International efforts are taken to avoid the proliferation of material and technologies that may lead to the development of nuclear weapons. These activities are called safeguards and involve inspections of spent nuclear fuel at nuclear power plants and storage facilities. At these inspections, various measuring techniques are employed for verifying the presence and identity of spent nuclear fuel assemblies. However, a fuel assembly contains about 100-300 fuel rods and techniques are also requested for verifying that no individual fuel rods have been removed from the assembly. For this purpose, a non-destructive tomographic measurement technique for spent fuel assemblies is being developed at Uppsala University, based on Single Photon Emission Computed Tomography, SPECT.
The technique utilizes the gamma-ray emission from spent fuel. The first step of the methodology is the recording of the gamma-ray flux distribution in a large number of positions around the fuel assembly, using gamma-ray detectors attached to a collimator system. In a following step, a cross-sectional image of the source distribution in the fuel assembly is reconstructed. Because the fuel rods are highly activated during reactor operation and because they are stored in water with practically no radioactive content, they appear very clearly in this type of images.

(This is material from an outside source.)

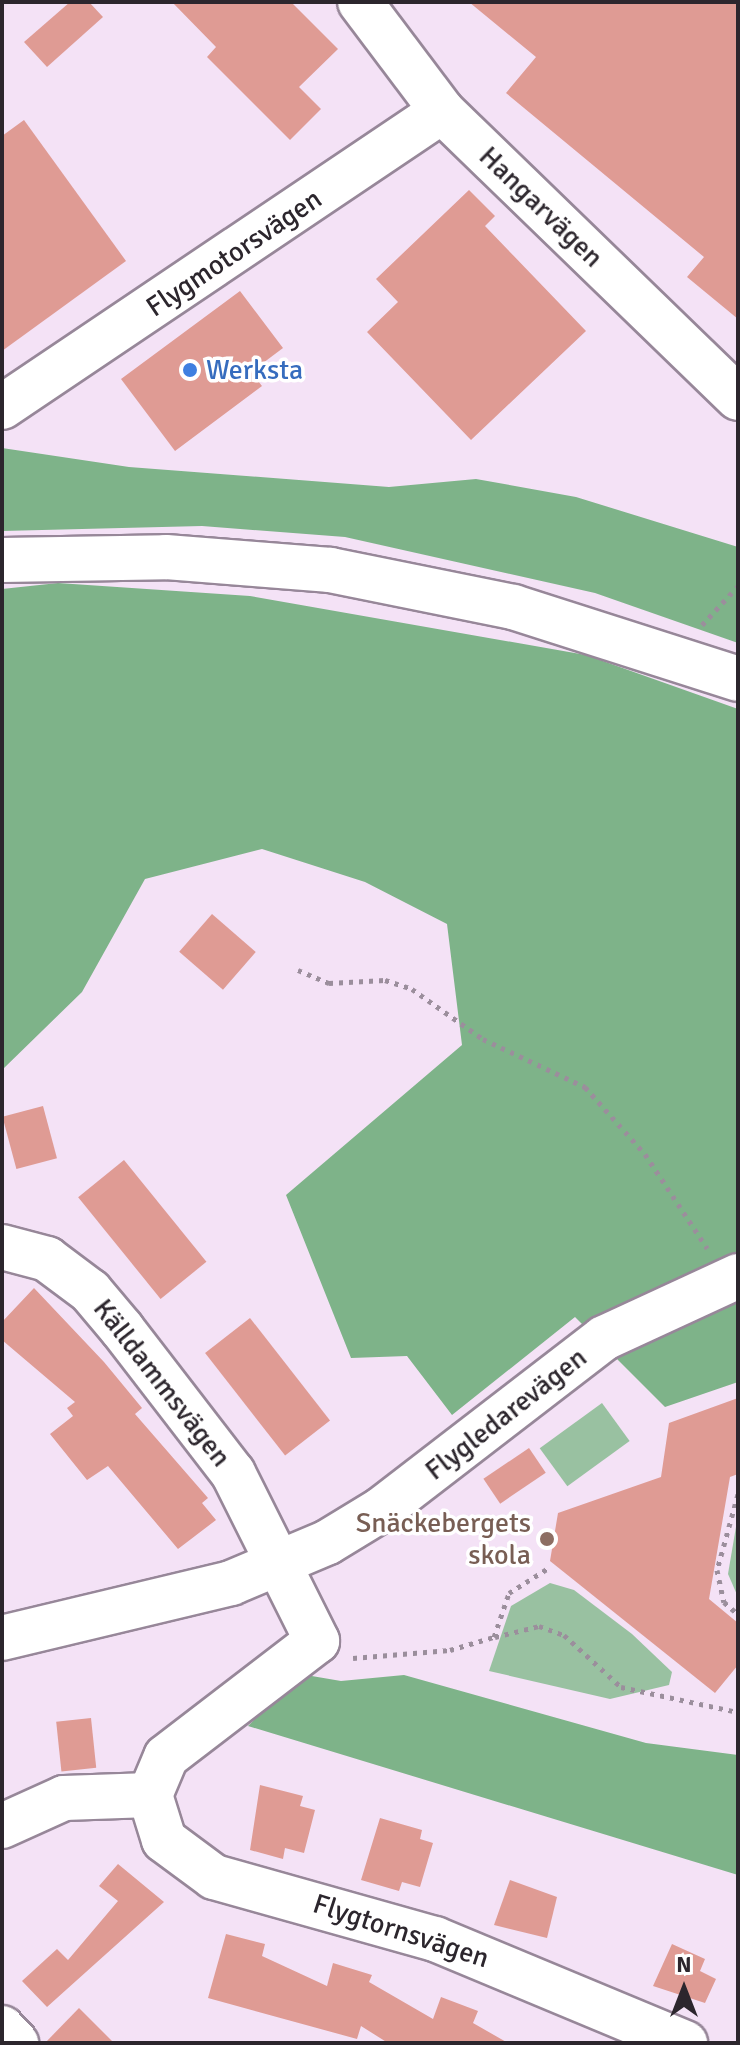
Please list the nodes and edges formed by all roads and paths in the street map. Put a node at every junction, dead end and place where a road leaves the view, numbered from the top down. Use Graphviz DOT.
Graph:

The technique has earlier been used for determining the power distribution in fuel assemblies [1]. The images obtained in those measurements show that the technique has great potential also for the safeguards application. In the on-going development of the technique specifically for safeguards, image analysis plays an important role. Some crucial points in the analysis are the identification and positioning of the assembly in the image and also the definition of the background activity level. Finally, proper criteria have to be set for confidently stating if a fuel rod would be considered to be missing.